Native wildflowers were an important part of Marjorie's life. As spring approached she would begin to search out flowers wherever she was. At Black Butte, she learned over the years where to go in spring, summer and fall. She would walk along the trails with anyone in tow whom she could get to go with her, and would identify each flower, sticking out her walking stick and gently touching the flower, saying, this is "Tiger lily, this is a Columbine, and this is a... Time ran out for her Captain and for owning sailboats in 2005, but she continued reading extensively, engaging with anyone who would engage in conversation, studying Spanish, visiting England, Mexico, Costa Rica and Cuba. She continued to be interested and engaged in the world right up to the near end. She was happy to share her thoughts and viewed conversation as an art form!
She moved part-time to Albuquerque in 2012 and bought a house across the street from her son, David and his wife Molly. She would saunter across the street, come through the door unannounced, eat their Manchego cheese and refer to herself as "the mouse." The name stuck and her great-grandsons, who were the apples of her eye in the last years, would come up to her and say, "hey Mouse!" and give her a hug.
During her time in Albuquerque, Marjorie enjoyed engaging in lively debate with the faculty of the UNM Department of Economics. She served as a role model and inspiration to many of the faculty members, particularly to the women.
So, finally her end came, and she moved on to the next plane of existence. Anticipating her passing, she asked that this be said on her behalf, "bye y'all" (she never got over being raised in Texas) "have fun and try to do some good, because that is all there is." She was 99 when she passed and wanted everyone to know that she thought she had a good life.
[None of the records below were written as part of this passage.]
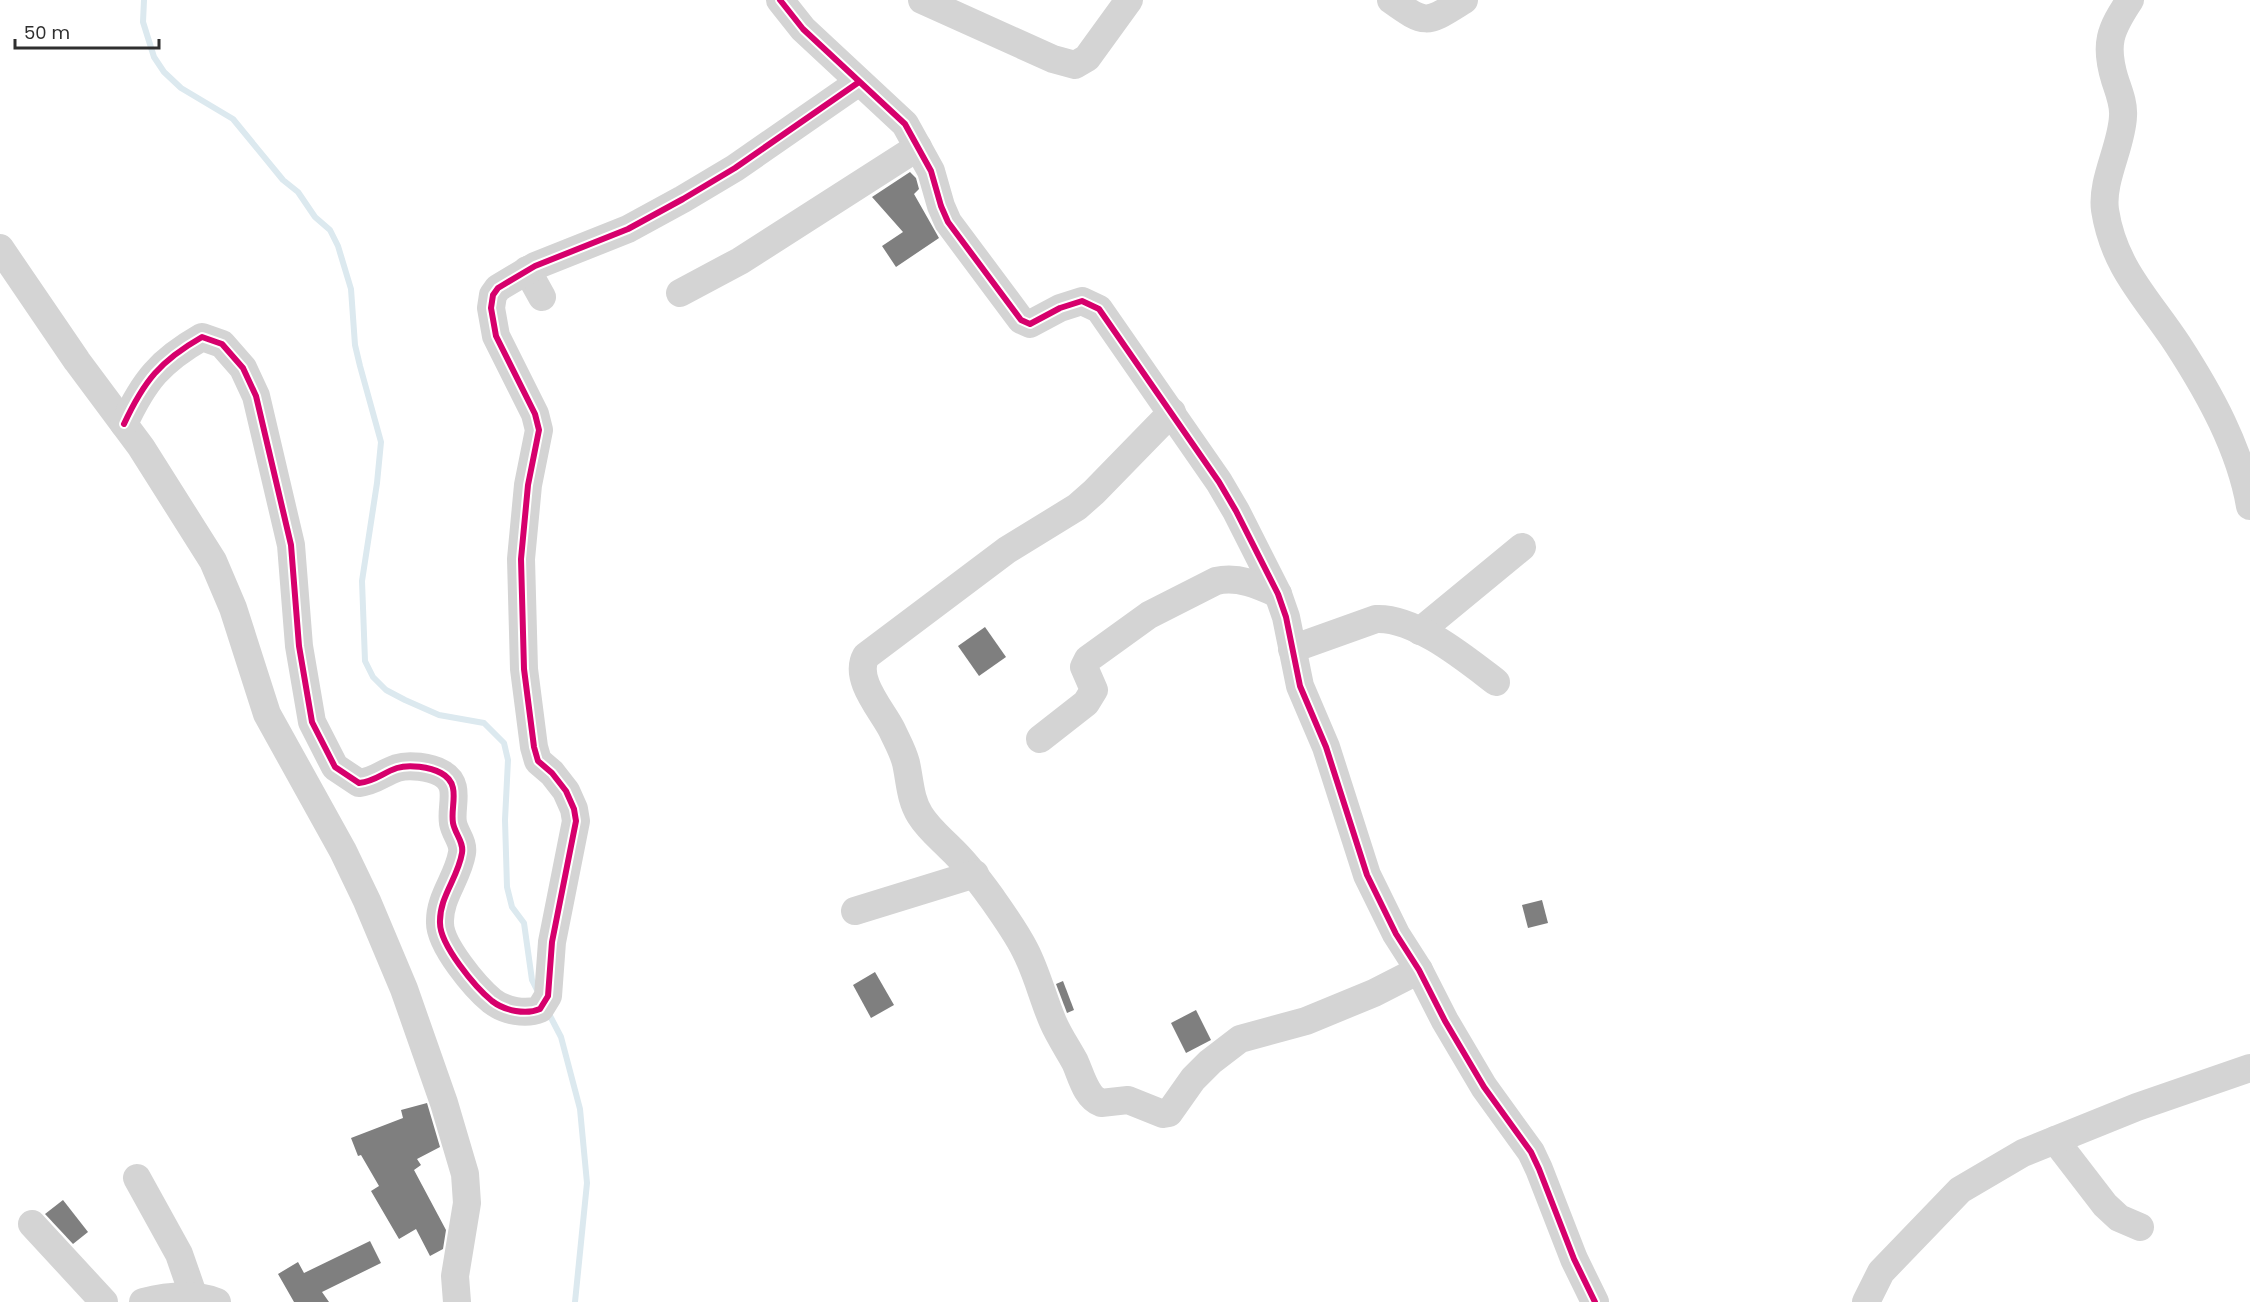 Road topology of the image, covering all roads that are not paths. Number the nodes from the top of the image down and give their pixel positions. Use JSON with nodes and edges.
{"nodes":[{"id":1,"x":780,"y":0,"type":"edge"},
{"id":2,"x":922,"y":0,"type":"edge"},
{"id":3,"x":1129,"y":0,"type":"edge"},
{"id":4,"x":1391,"y":0,"type":"edge"},
{"id":5,"x":1464,"y":0,"type":"edge"},
{"id":6,"x":2130,"y":0,"type":"edge"},
{"id":7,"x":859,"y":82,"type":"junction"},
{"id":8,"x":918,"y":147,"type":"junction"},
{"id":9,"x":0,"y":248,"type":"edge"},
{"id":10,"x":528,"y":270,"type":"junction"},
{"id":11,"x":680,"y":293,"type":"dead end"},
{"id":12,"x":542,"y":297,"type":"dead end"},
{"id":13,"x":1172,"y":412,"type":"junction"},
{"id":14,"x":124,"y":424,"type":"junction"},
{"id":15,"x":2250,"y":506,"type":"edge"},
{"id":16,"x":1522,"y":547,"type":"dead end"},
{"id":17,"x":1278,"y":594,"type":"junction"},
{"id":18,"x":1420,"y":631,"type":"junction"},
{"id":19,"x":1292,"y":649,"type":"junction"},
{"id":20,"x":1496,"y":682,"type":"dead end"},
{"id":21,"x":1040,"y":739,"type":"dead end"},
{"id":22,"x":975,"y":874,"type":"junction"},
{"id":23,"x":855,"y":911,"type":"dead end"},
{"id":24,"x":1419,"y":970,"type":"junction"},
{"id":25,"x":2250,"y":1068,"type":"edge"},
{"id":26,"x":2055,"y":1140,"type":"junction"},
{"id":27,"x":137,"y":1178,"type":"dead end"},
{"id":28,"x":32,"y":1224,"type":"dead end"},
{"id":29,"x":2140,"y":1227,"type":"dead end"},
{"id":30,"x":206,"y":1300,"type":"edge"},
{"id":31,"x":104,"y":1302,"type":"edge"},
{"id":32,"x":143,"y":1302,"type":"edge"},
{"id":33,"x":457,"y":1302,"type":"edge"},
{"id":34,"x":1595,"y":1302,"type":"edge"},
{"id":35,"x":1866,"y":1302,"type":"edge"}],
"edges":[{"from":1,"to":7,"type":"street"},
{"from":2,"to":3,"type":"street"},
{"from":4,"to":5,"type":"street"},
{"from":6,"to":15,"type":"street"},
{"from":7,"to":8,"type":"street"},
{"from":7,"to":10,"type":"street"},
{"from":8,"to":11,"type":"street"},
{"from":8,"to":13,"type":"street"},
{"from":9,"to":14,"type":"street"},
{"from":10,"to":12,"type":"street"},
{"from":10,"to":14,"type":"street"},
{"from":13,"to":17,"type":"street"},
{"from":13,"to":22,"type":"street"},
{"from":14,"to":33,"type":"street"},
{"from":16,"to":18,"type":"street"},
{"from":17,"to":19,"type":"street"},
{"from":17,"to":21,"type":"street"},
{"from":18,"to":19,"type":"street"},
{"from":18,"to":20,"type":"street"},
{"from":19,"to":24,"type":"street"},
{"from":22,"to":23,"type":"street"},
{"from":22,"to":24,"type":"street"},
{"from":24,"to":34,"type":"street"},
{"from":25,"to":26,"type":"street"},
{"from":26,"to":29,"type":"street"},
{"from":26,"to":35,"type":"street"},
{"from":27,"to":30,"type":"street"},
{"from":28,"to":31,"type":"street"},
{"from":30,"to":32,"type":"street"}]}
Marjorie and Merle were never ones for cut flowers because "flowers die"! Anyone inclined to honor their lives with a memorial gift that will live on in support of their intellectual curiosity may send a contribution to: Marjorie and Merle Turner Memorial Scholarship Fund at San Diego State University which supports students majoring in the economics or the psychology departments: http://campaign.sdsu.edu/turnerendowedscholarship
or you can make checks payable to: The Campanile Foundation, and reference Turner Endowed Scholarship in the memo line. Mailing address: The Campanile Foundation, Attn: gift processing, 5500 Campanile Dr. San Diego, CA 92182-1968.
She was preceded in death by her parents, Albert Edward and Mable Winnie Shepherd, her sisters Mary Louise Philp, Jane Shepherd Williamson, and her husband Merle Brandt Turner. She is survived by her son, David Shepherd Brookshire and his wife Molly Brooke McIntosh, Merle's son Michael Merle Turner and his wife Sarah Heron Turner, and two grandchildren: Aaron Carter Brookshire and fiancee Allyson Dee Tapie, and Neil Shepherd Brookshire and partner Cassandra Bissell, as well as by three step grandchildren: Treva Brooke Morath and husband Christian Paul Morath, Carina Suki Pierce and Elliot Daniel McIntosh Pierce and wife Regan Martina Sobaje Pierce. She also leaves four step great-grandchildren: Zachary Elliot James Pierce, Sagan Paul Morath, Eason Brooke Morath, and Naomi Sydney Pierce, as well as a step foster great-granddaughter, Olivia Pierce, and a large extended family in Texas and many-many-many friends in San Diego, Black Butte Ranch and around the world whom Merle and she met in their many ports of call.
A Celebration of Life will be announced at a later time and date.
We will miss our Mouse and remember her fondly always.